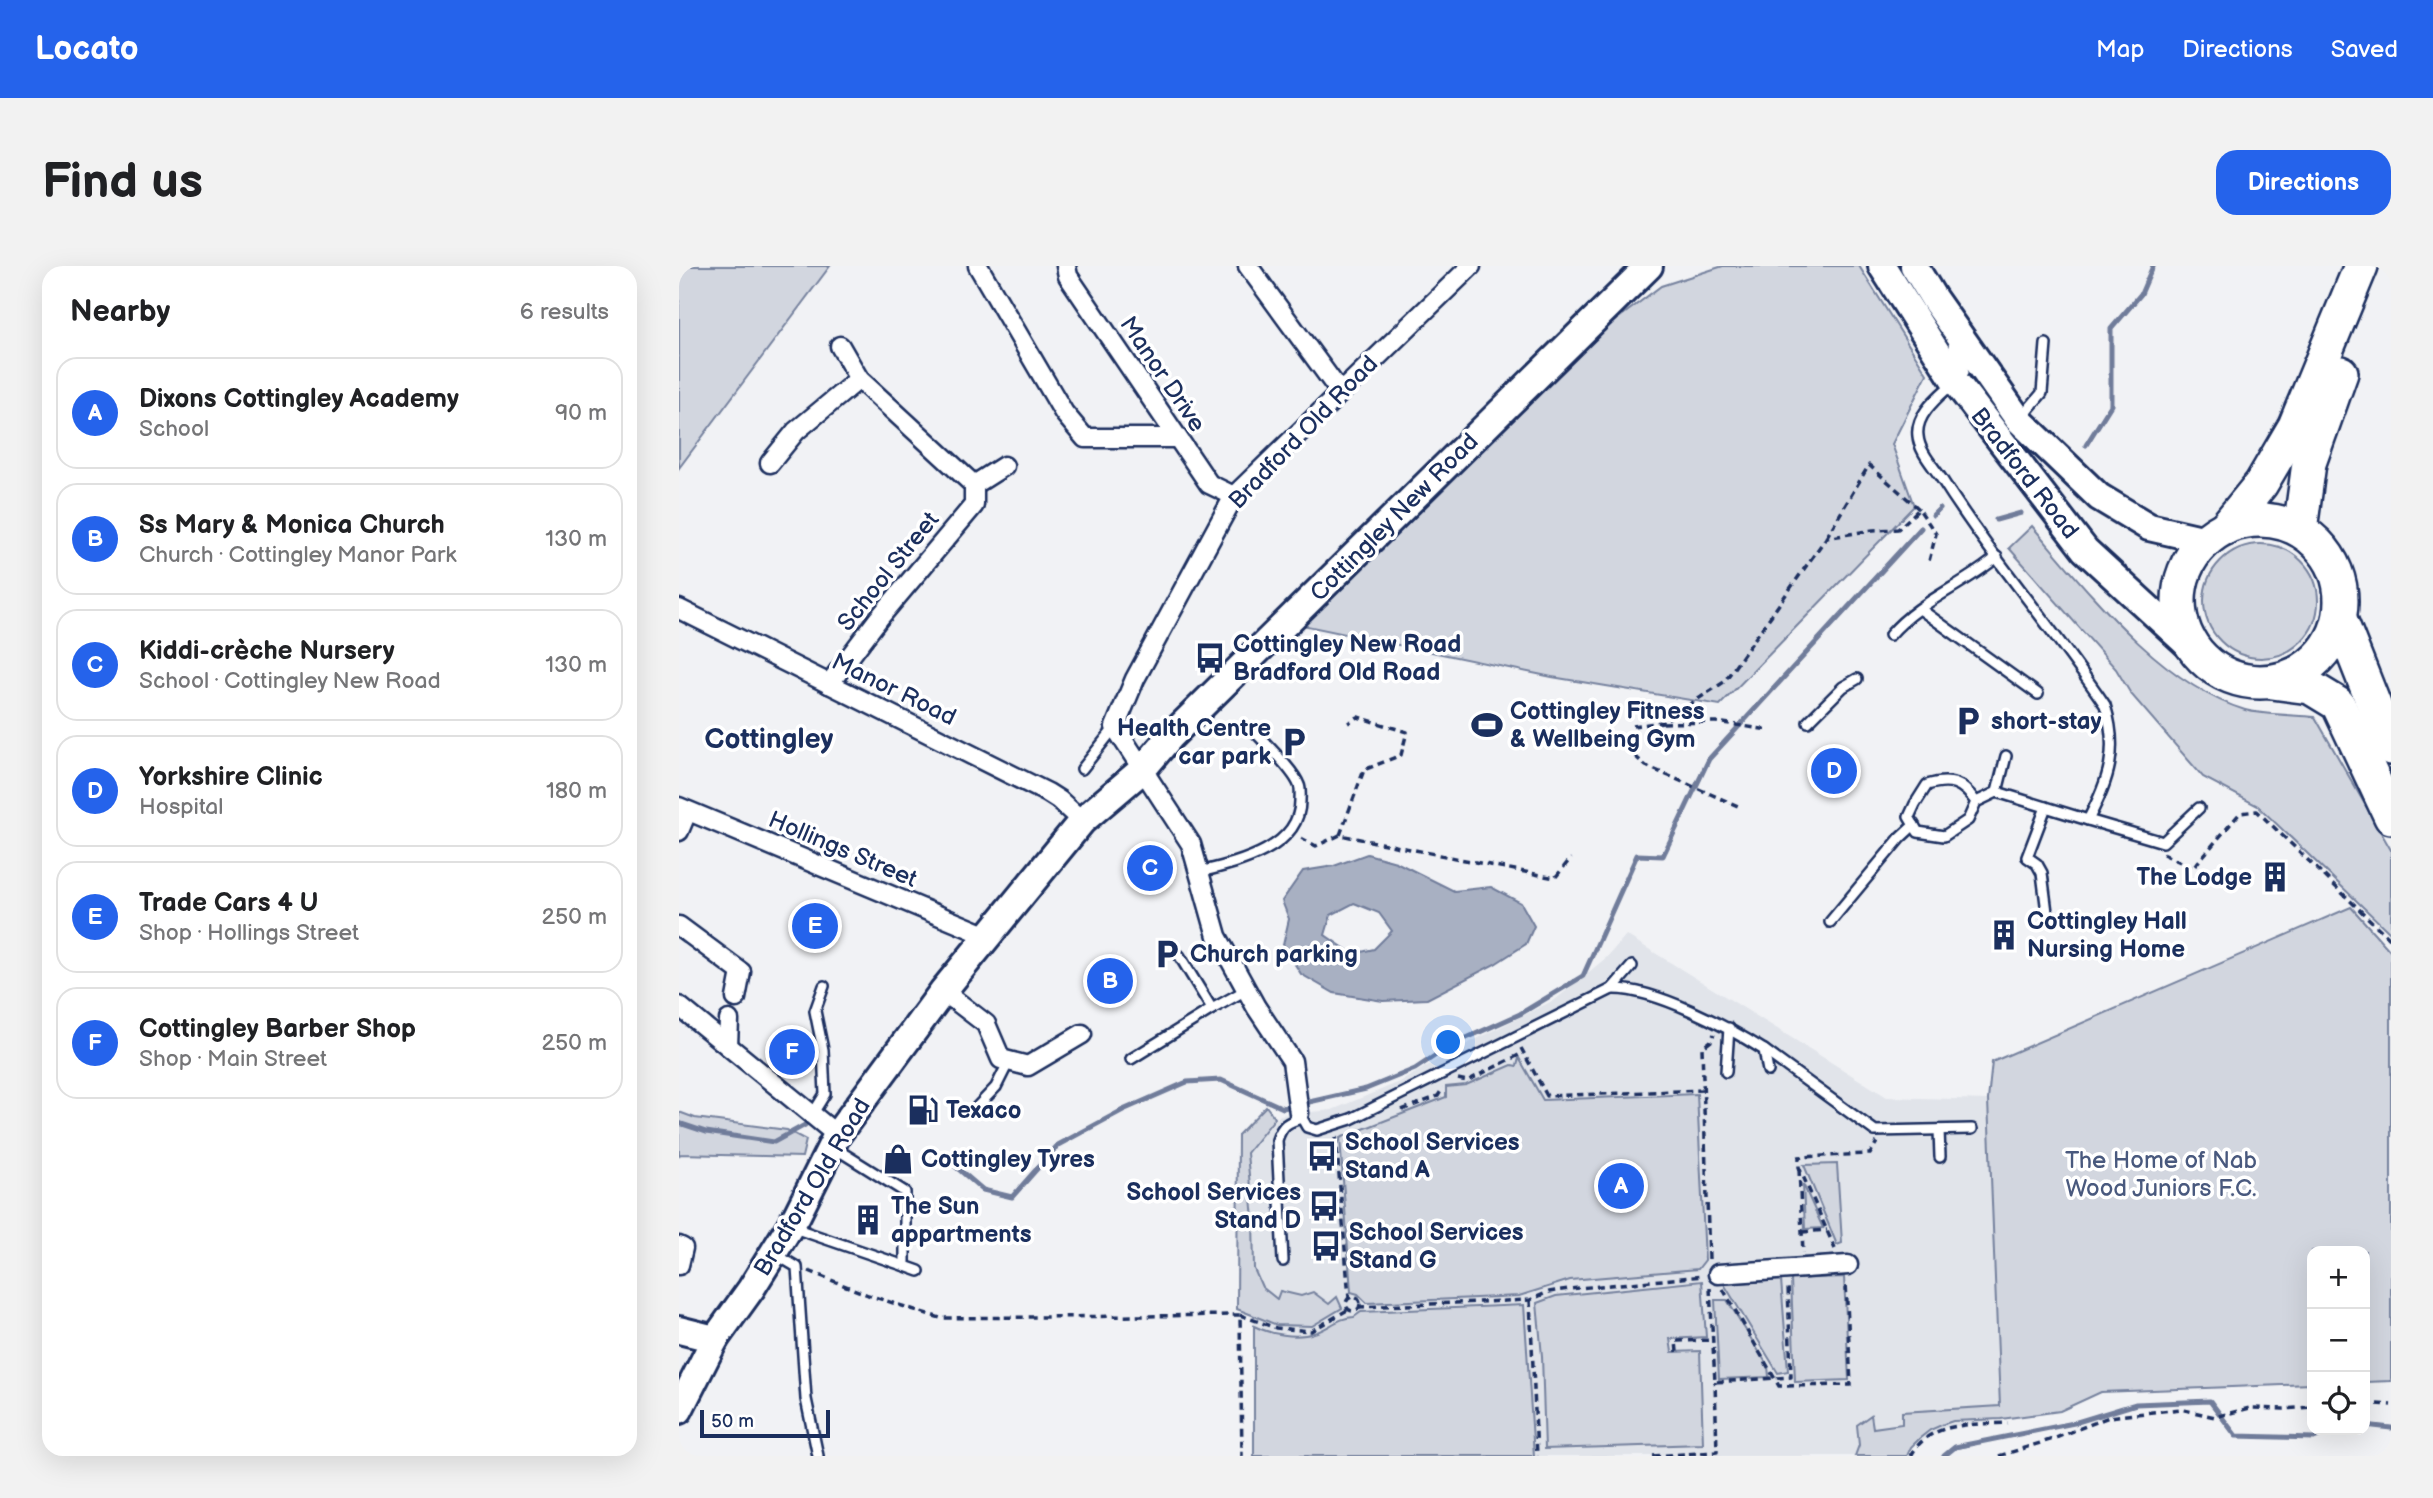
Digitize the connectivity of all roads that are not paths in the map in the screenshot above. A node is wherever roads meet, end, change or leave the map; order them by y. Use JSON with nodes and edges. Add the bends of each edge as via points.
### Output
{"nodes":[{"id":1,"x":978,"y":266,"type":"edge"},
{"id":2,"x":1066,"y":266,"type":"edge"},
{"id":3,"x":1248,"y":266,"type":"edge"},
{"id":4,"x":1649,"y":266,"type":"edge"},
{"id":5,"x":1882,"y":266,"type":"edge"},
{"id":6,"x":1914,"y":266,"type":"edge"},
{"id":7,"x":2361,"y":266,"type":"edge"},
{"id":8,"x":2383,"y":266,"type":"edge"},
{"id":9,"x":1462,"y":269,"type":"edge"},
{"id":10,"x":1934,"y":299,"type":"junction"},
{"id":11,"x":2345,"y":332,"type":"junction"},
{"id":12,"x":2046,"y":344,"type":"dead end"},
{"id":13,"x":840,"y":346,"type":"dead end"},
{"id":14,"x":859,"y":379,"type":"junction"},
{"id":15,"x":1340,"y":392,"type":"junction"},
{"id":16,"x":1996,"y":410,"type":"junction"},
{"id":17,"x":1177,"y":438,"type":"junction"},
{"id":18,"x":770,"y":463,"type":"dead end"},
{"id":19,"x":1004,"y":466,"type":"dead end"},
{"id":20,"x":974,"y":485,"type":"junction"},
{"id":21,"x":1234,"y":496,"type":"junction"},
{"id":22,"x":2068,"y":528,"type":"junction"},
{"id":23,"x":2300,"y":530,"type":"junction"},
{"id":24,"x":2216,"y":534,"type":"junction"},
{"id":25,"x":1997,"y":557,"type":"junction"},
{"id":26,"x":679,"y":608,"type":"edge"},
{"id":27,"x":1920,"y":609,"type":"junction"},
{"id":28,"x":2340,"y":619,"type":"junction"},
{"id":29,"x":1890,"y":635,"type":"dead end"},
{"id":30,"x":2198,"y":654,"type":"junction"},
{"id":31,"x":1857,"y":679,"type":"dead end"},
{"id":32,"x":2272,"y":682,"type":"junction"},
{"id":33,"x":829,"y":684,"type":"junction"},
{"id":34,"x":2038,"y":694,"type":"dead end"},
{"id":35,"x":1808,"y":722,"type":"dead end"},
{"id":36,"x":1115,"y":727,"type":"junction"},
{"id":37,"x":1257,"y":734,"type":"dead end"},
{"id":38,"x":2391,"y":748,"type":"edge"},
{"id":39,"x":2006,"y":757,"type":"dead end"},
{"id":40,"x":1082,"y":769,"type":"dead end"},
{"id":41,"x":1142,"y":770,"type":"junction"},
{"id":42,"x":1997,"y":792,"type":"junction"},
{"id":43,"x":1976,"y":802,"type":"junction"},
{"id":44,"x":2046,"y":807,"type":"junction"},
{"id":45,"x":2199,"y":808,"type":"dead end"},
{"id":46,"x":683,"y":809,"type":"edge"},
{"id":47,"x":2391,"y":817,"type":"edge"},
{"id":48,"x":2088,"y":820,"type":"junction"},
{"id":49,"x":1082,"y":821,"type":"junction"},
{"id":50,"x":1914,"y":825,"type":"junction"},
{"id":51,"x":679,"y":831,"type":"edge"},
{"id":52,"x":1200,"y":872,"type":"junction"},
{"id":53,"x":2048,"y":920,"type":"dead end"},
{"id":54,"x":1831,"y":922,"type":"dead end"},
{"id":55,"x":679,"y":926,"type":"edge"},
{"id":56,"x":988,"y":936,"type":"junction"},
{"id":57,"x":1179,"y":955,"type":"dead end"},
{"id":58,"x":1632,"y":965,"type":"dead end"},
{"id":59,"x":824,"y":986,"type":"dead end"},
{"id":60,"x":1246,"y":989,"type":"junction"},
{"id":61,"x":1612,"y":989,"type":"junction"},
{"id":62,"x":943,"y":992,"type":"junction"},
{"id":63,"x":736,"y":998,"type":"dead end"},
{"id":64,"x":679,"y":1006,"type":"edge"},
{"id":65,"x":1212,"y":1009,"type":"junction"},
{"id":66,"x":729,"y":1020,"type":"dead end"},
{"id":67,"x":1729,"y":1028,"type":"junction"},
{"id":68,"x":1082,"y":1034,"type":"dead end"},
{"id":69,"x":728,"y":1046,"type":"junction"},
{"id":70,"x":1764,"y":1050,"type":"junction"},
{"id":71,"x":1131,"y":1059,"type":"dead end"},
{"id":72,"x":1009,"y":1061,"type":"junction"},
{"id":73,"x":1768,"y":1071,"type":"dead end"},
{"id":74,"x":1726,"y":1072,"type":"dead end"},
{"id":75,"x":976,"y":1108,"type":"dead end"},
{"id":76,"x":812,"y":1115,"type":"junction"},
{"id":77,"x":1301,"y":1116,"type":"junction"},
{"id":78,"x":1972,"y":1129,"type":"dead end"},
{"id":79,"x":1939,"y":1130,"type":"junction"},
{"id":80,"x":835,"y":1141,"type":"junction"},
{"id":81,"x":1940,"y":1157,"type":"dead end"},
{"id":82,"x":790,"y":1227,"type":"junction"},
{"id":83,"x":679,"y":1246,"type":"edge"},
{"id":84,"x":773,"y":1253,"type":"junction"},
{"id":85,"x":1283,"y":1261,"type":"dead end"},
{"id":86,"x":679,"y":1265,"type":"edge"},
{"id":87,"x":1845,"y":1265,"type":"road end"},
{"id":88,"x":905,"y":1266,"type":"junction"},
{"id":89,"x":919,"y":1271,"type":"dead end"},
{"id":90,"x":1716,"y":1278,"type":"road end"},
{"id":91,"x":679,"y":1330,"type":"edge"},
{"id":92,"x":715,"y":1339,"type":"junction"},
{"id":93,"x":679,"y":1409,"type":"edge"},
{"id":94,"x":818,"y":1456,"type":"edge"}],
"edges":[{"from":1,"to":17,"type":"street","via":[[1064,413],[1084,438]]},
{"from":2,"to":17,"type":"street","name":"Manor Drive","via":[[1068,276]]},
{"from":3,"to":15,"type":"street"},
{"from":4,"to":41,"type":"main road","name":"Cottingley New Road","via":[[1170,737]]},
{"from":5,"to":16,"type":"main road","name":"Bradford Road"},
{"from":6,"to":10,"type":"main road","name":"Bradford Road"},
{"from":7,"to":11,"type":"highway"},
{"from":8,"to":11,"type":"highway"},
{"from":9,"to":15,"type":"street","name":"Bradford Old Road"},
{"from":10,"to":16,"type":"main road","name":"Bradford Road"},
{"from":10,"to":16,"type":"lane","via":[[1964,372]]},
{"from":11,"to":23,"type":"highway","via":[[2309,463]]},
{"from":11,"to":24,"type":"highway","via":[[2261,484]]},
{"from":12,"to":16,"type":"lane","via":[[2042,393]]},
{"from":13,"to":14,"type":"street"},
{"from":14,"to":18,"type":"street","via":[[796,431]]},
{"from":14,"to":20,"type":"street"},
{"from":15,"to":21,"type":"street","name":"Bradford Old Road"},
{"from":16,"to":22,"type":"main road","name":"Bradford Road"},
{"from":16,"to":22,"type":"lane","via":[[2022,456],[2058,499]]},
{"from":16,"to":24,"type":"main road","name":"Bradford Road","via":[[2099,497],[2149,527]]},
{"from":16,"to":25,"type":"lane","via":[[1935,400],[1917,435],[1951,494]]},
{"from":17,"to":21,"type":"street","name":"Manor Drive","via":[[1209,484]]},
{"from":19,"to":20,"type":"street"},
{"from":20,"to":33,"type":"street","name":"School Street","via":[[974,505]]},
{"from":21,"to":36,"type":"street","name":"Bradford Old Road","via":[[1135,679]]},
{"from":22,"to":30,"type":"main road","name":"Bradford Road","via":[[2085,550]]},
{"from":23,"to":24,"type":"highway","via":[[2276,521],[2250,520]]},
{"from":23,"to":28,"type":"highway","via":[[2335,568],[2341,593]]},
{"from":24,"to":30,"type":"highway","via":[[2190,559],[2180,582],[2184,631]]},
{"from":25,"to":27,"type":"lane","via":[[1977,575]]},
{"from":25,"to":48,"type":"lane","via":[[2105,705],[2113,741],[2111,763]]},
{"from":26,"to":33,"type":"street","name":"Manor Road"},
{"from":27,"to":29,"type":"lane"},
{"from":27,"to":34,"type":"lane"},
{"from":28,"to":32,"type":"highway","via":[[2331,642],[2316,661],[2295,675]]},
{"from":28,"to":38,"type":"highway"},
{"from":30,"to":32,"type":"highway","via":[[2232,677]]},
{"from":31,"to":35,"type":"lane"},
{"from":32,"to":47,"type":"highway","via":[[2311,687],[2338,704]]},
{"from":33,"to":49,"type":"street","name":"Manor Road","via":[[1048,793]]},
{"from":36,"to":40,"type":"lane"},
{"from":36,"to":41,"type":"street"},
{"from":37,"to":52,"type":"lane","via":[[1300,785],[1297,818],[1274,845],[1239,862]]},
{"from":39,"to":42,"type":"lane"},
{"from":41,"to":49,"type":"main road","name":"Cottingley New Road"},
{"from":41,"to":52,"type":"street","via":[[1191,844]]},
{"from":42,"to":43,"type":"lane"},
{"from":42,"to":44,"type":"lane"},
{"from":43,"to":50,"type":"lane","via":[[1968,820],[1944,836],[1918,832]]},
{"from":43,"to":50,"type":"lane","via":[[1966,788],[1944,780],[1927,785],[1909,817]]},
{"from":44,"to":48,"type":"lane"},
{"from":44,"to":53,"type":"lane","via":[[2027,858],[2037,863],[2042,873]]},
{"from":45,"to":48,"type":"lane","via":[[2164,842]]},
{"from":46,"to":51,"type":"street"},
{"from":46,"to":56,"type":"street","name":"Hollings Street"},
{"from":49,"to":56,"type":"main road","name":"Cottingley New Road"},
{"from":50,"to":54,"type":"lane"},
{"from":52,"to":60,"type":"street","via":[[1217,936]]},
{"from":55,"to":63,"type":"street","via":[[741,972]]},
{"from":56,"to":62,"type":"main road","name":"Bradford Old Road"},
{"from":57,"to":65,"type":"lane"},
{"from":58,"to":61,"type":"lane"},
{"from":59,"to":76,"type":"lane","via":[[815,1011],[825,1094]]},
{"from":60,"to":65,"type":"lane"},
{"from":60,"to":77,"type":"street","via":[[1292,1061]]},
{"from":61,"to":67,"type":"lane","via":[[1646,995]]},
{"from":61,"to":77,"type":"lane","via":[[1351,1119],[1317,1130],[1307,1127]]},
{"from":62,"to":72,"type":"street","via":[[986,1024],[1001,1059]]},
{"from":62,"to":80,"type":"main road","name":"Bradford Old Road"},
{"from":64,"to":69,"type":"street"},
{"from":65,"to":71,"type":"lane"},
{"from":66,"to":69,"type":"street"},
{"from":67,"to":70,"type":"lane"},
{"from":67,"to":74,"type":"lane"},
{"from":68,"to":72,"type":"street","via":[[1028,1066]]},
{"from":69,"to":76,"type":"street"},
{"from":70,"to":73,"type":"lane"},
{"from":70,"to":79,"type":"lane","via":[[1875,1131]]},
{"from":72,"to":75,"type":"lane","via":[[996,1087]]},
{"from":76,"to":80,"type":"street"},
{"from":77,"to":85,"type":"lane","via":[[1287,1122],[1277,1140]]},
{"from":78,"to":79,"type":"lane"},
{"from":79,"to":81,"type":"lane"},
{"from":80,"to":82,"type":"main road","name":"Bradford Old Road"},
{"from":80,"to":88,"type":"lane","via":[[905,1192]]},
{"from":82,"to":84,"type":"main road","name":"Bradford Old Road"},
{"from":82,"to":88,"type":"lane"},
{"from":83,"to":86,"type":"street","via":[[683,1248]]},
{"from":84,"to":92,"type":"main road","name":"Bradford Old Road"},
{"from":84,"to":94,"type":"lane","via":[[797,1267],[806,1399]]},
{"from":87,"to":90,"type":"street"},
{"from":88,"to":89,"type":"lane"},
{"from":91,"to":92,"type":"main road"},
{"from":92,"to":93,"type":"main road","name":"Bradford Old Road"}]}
☆ ☆ ☆ ☆ ☆ ☆ ☆
When a line in the listing includes the word "edges", report that line in full.

Response for this exercise
Digitize the connectivity of all roads that are not paths in the map in the screenshot above. A node is wherever roads meet, end, change or leave the map; order them by y. Use JSON with nodes and edges. Add the bends of each edge as via points.
"edges":[{"from":1,"to":17,"type":"street","via":[[1064,413],[1084,438]]},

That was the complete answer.